Data to use ->
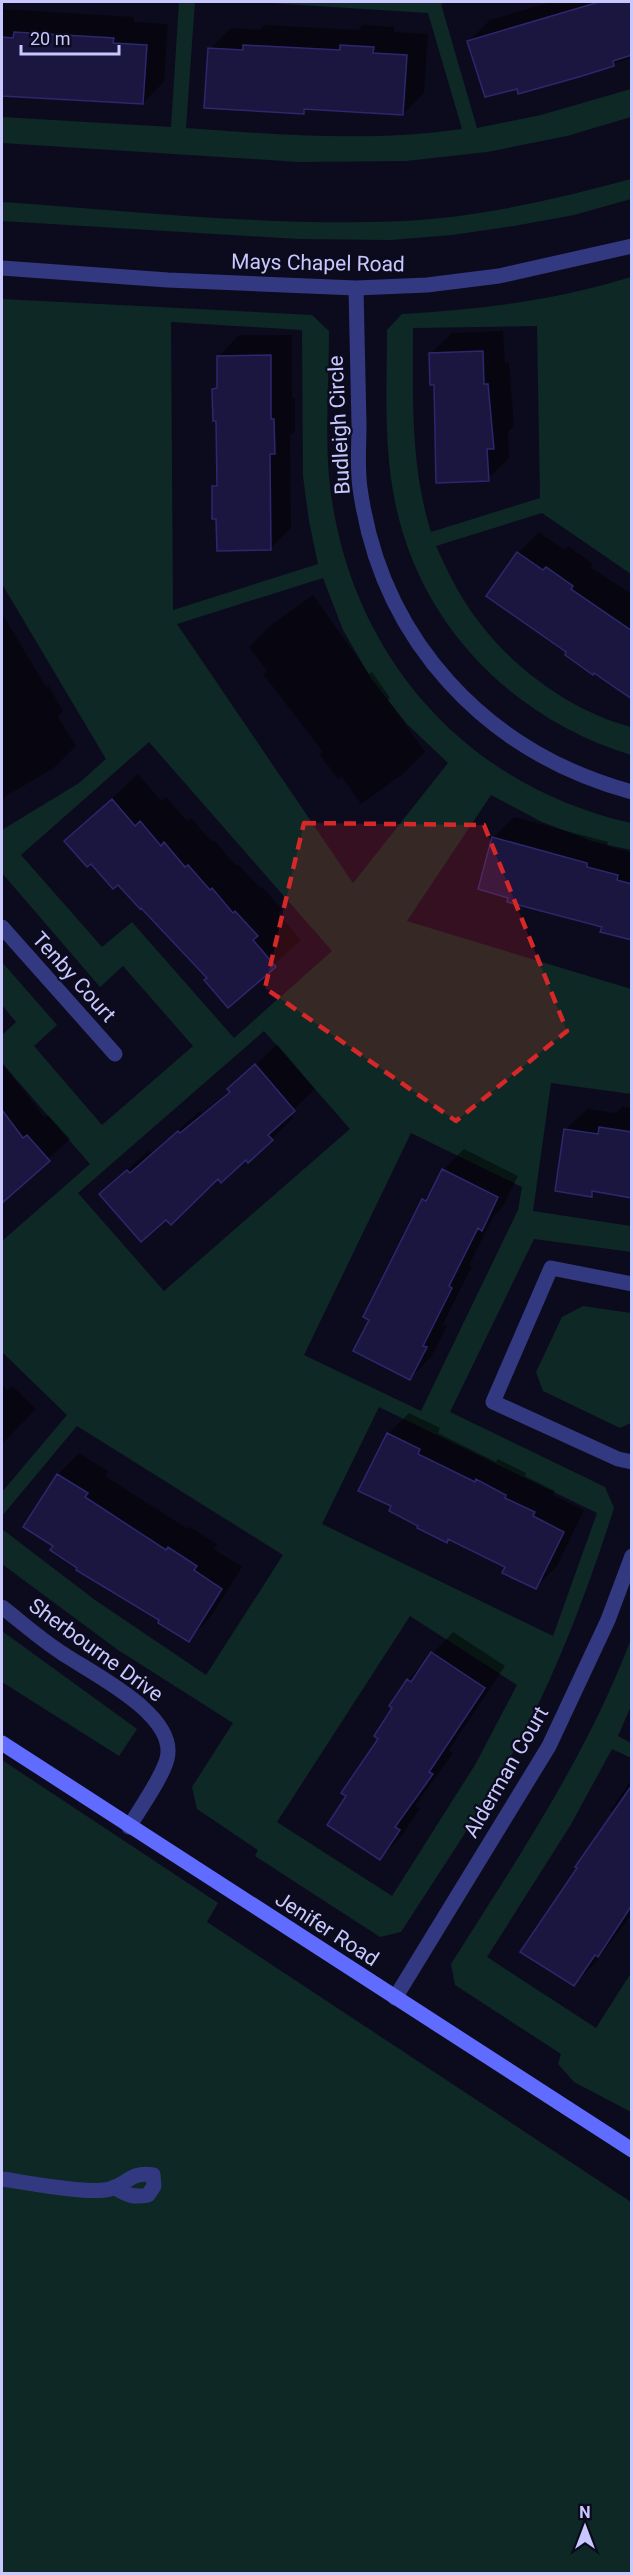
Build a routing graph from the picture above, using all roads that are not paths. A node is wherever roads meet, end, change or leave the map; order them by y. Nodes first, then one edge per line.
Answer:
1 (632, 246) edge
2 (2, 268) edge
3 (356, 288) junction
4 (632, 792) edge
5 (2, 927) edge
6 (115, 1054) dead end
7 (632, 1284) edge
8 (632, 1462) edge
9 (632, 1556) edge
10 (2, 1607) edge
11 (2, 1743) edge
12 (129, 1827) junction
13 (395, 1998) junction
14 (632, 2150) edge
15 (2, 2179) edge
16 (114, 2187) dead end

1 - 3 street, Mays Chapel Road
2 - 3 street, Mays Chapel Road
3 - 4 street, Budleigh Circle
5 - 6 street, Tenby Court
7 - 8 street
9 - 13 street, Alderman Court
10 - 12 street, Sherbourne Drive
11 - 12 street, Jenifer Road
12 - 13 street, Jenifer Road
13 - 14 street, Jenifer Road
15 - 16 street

==

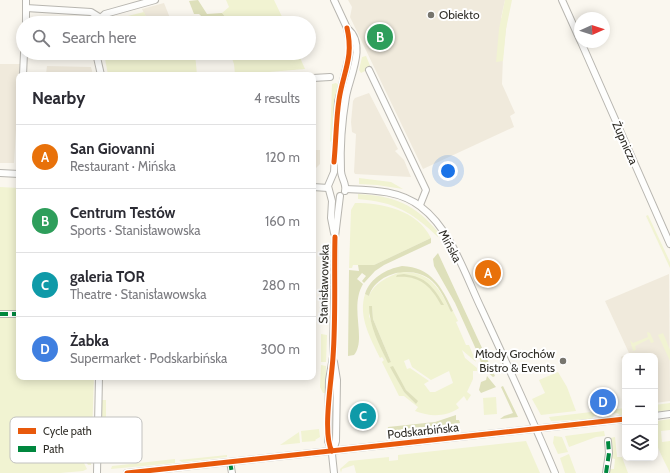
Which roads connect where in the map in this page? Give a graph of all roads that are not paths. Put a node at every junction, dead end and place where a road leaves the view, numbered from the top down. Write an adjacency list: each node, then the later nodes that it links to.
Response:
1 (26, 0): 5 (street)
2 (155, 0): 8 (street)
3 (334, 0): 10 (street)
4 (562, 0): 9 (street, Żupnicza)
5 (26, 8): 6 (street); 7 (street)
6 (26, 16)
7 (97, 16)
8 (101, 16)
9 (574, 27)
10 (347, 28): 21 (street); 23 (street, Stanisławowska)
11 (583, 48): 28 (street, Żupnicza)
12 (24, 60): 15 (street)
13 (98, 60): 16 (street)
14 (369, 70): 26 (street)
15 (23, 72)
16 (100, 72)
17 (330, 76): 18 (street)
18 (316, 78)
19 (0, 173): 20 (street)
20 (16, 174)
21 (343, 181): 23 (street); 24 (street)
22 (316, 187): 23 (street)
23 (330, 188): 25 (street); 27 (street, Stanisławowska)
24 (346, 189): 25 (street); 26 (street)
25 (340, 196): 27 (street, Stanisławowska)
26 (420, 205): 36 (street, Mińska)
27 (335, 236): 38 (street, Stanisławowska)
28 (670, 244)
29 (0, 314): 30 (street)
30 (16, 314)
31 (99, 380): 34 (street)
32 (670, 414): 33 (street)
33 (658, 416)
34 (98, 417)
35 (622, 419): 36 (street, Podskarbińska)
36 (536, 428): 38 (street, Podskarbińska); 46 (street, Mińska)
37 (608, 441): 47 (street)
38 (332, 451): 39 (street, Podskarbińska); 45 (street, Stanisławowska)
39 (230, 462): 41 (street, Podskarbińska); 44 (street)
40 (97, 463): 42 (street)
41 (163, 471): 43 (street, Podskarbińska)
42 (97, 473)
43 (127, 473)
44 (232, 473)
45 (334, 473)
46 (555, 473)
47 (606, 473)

Prompt ->
Only a number is wanted here: the count of lines in the material above that contain "from".

Result ->
2